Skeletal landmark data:

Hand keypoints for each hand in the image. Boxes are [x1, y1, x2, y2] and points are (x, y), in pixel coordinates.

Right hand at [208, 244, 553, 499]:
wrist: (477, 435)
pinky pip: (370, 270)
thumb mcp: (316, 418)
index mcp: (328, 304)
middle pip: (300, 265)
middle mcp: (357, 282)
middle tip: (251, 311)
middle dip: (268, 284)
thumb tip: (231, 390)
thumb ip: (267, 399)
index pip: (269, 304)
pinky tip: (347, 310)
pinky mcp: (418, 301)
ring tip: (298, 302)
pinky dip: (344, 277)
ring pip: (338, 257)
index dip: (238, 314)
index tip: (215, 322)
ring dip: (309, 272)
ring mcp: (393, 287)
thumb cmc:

◆ **TASK ITEM**:
Look above for the line holding "middle tip: (251, 311)", then set down exactly that line and every line after it up to and including the line holding "index dip: (238, 314)", with nothing else.

◆ **OUTPUT FOR THIS TASK**:
middle tip: (251, 311)
middle dip: (268, 284)
thumb tip: (231, 390)
thumb ip: (267, 399)
index pip: (269, 304)
pinky tip: (347, 310)
pinky mcp: (418, 301)
ring tip: (298, 302)
pinky dip: (344, 277)
ring pip: (338, 257)
index dip: (238, 314)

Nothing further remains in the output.